HOW TO COMPLETE THIS TASK:
Would you write out the entries again, exactly as they are, but without images?

GIVEN INFORMATION:
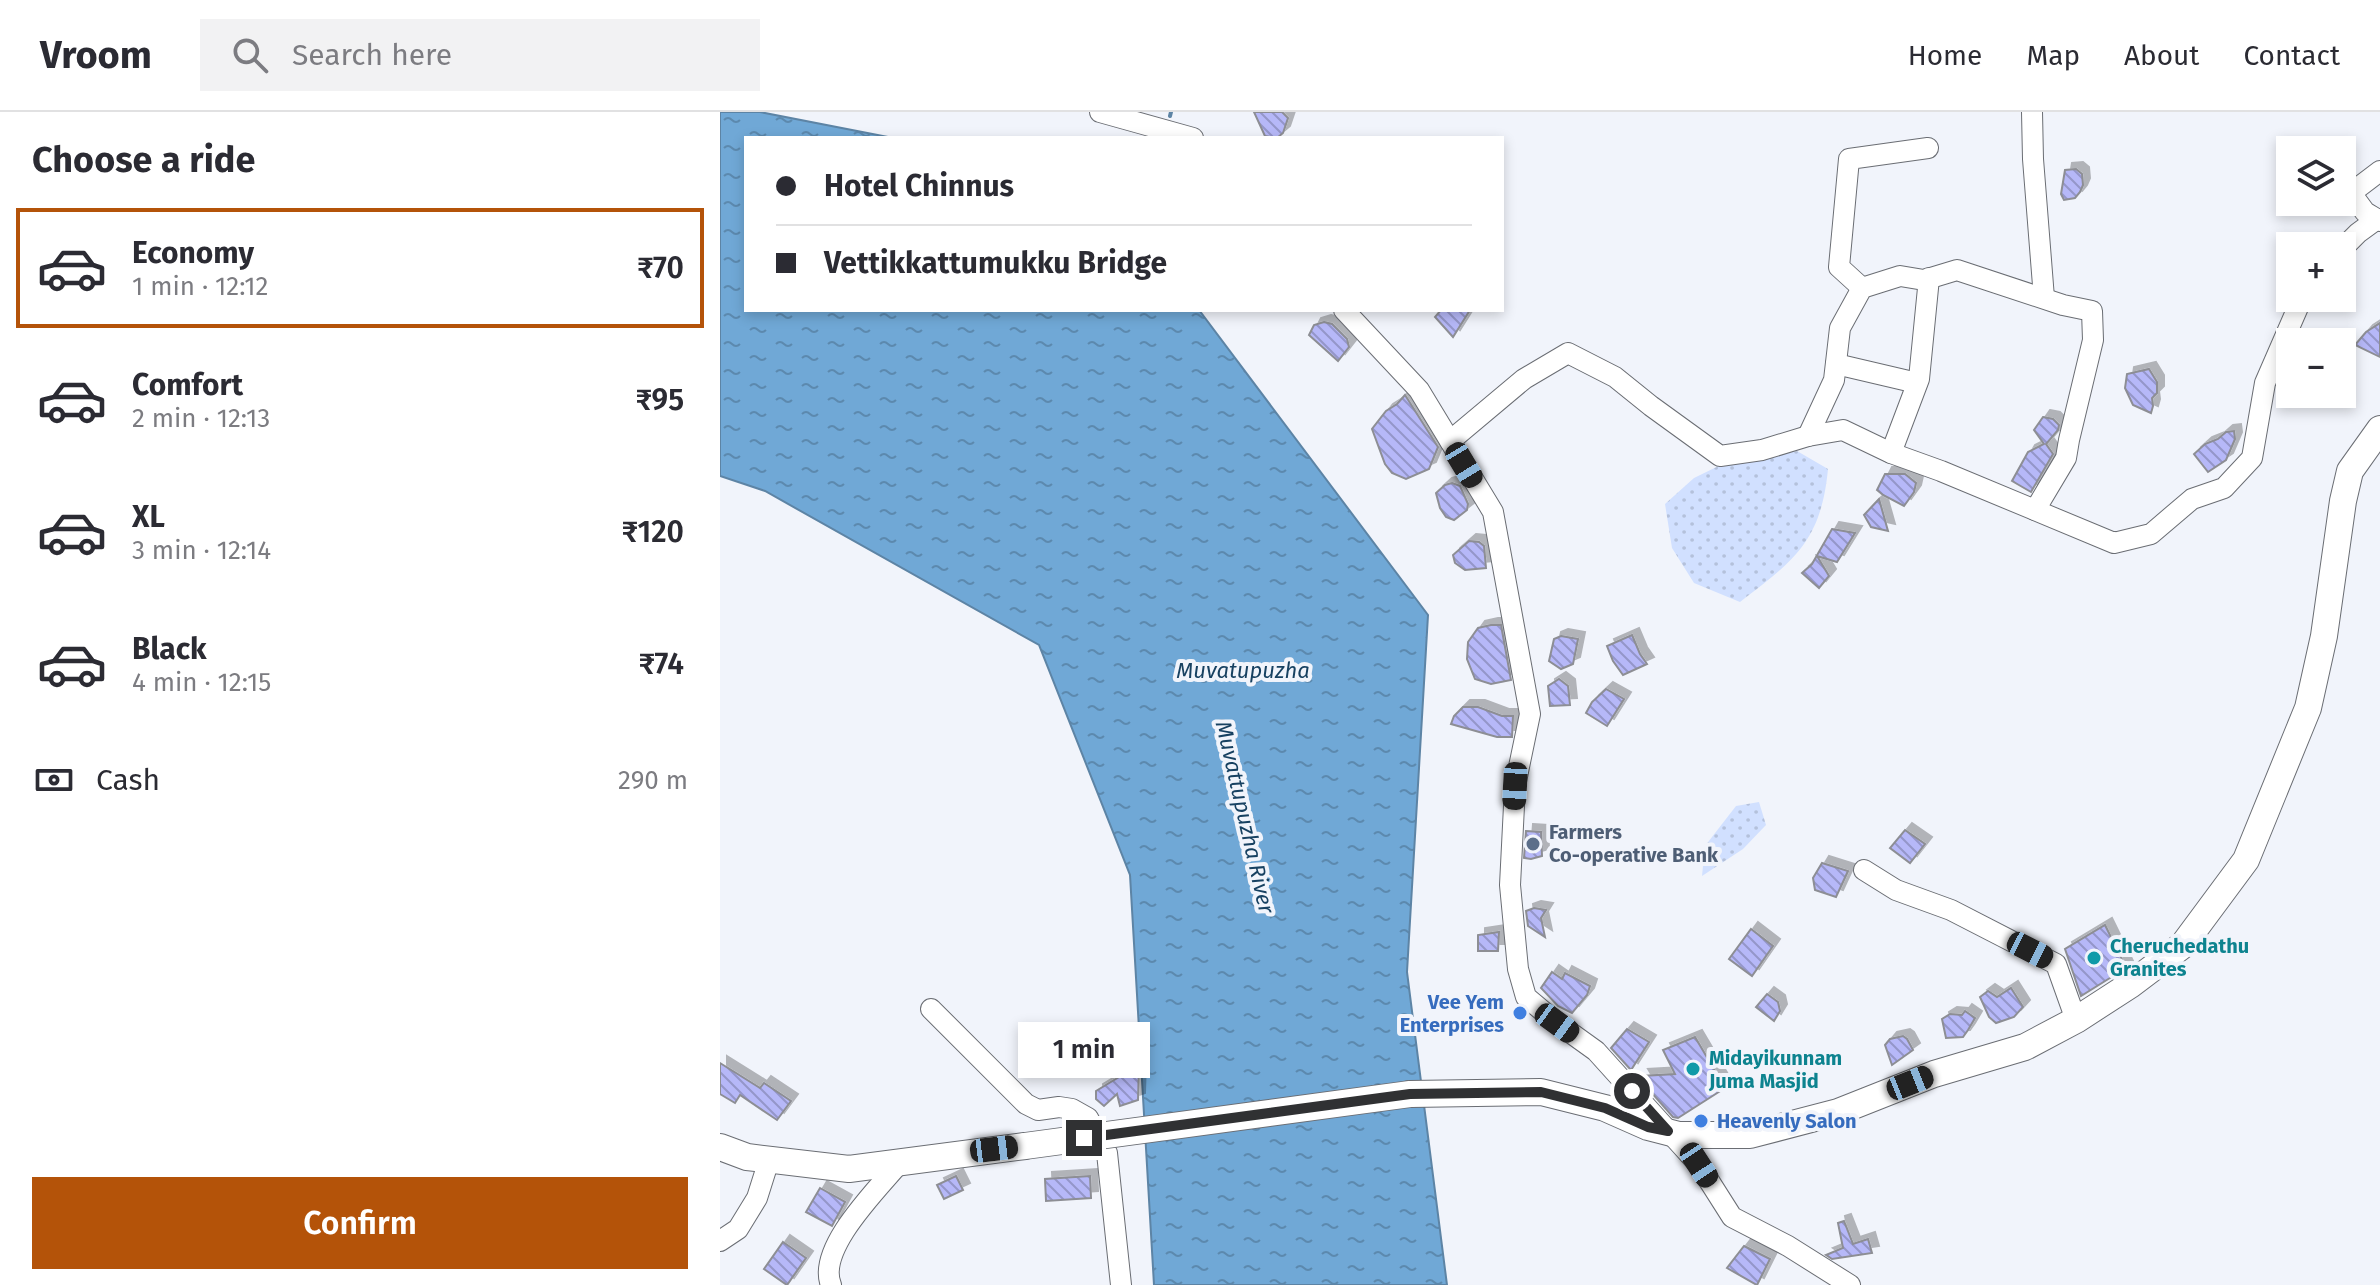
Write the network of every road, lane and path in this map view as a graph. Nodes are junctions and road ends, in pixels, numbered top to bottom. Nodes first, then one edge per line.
1 (1100, 112) edge
2 (2032, 112) edge
3 (1186, 136) edge
4 (1928, 148) dead end
5 (2380, 171) edge
6 (2378, 220) edge
7 (2356, 235) edge
8 (1929, 278) junction
9 (1862, 288) junction
10 (2044, 298) junction
11 (1346, 312) edge
12 (2296, 312) edge
13 (1836, 364) junction
14 (1917, 383) junction
15 (2380, 429) edge
16 (1808, 436) junction
17 (1450, 441) junction
18 (1891, 453) junction
19 (2035, 510) junction
20 (1864, 870) dead end
21 (931, 1009) dead end
22 (2076, 1020) junction
23 (1668, 1131) junction
24 (720, 1147) edge
25 (769, 1160) junction
26 (902, 1160) junction
27 (720, 1241) edge
28 (827, 1283) edge
29 (1121, 1285) edge
30 (1850, 1285) edge

1 - 3 street
2 - 10 street
4 - 9 street
5 - 6 street
6 - 7 street
8 - 9 street
8 - 10 street
8 - 14 street
9 - 13 street
10 - 19 street
11 - 17 street
12 - 19 street
13 - 14 street
13 - 16 street
14 - 18 street
15 - 22 main road
16 - 17 street
16 - 18 street
17 - 23 street
18 - 19 street
20 - 22 street
21 - 29 street
22 - 23 main road
23 - 26 main road, bridge
23 - 30 street
24 - 25 main road
25 - 26 main road
25 - 27 street
26 - 28 street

RESULT:
Write the network of every road, lane and path in this map view as a graph. Nodes are junctions and road ends, in pixels, numbered top to bottom. Nodes first, then one edge per line.
1 (1100, 112) edge
2 (2032, 112) edge
3 (1186, 136) edge
4 (1928, 148) dead end
5 (2380, 171) edge
6 (2378, 220) edge
7 (2356, 235) edge
8 (1929, 278) junction
9 (1862, 288) junction
10 (2044, 298) junction
11 (1346, 312) edge
12 (2296, 312) edge
13 (1836, 364) junction
14 (1917, 383) junction
15 (2380, 429) edge
16 (1808, 436) junction
17 (1450, 441) junction
18 (1891, 453) junction
19 (2035, 510) junction
20 (1864, 870) dead end
21 (931, 1009) dead end
22 (2076, 1020) junction
23 (1668, 1131) junction
24 (720, 1147) edge
25 (769, 1160) junction
26 (902, 1160) junction
27 (720, 1241) edge
28 (827, 1283) edge
29 (1121, 1285) edge
30 (1850, 1285) edge

1 - 3 street
2 - 10 street
4 - 9 street
5 - 6 street
6 - 7 street
8 - 9 street
8 - 10 street
8 - 14 street
9 - 13 street
10 - 19 street
11 - 17 street
12 - 19 street
13 - 14 street
13 - 16 street
14 - 18 street
15 - 22 main road
16 - 17 street
16 - 18 street
17 - 23 street
18 - 19 street
20 - 22 street
21 - 29 street
22 - 23 main road
23 - 26 main road, bridge
23 - 30 street
24 - 25 main road
25 - 26 main road
25 - 27 street
26 - 28 street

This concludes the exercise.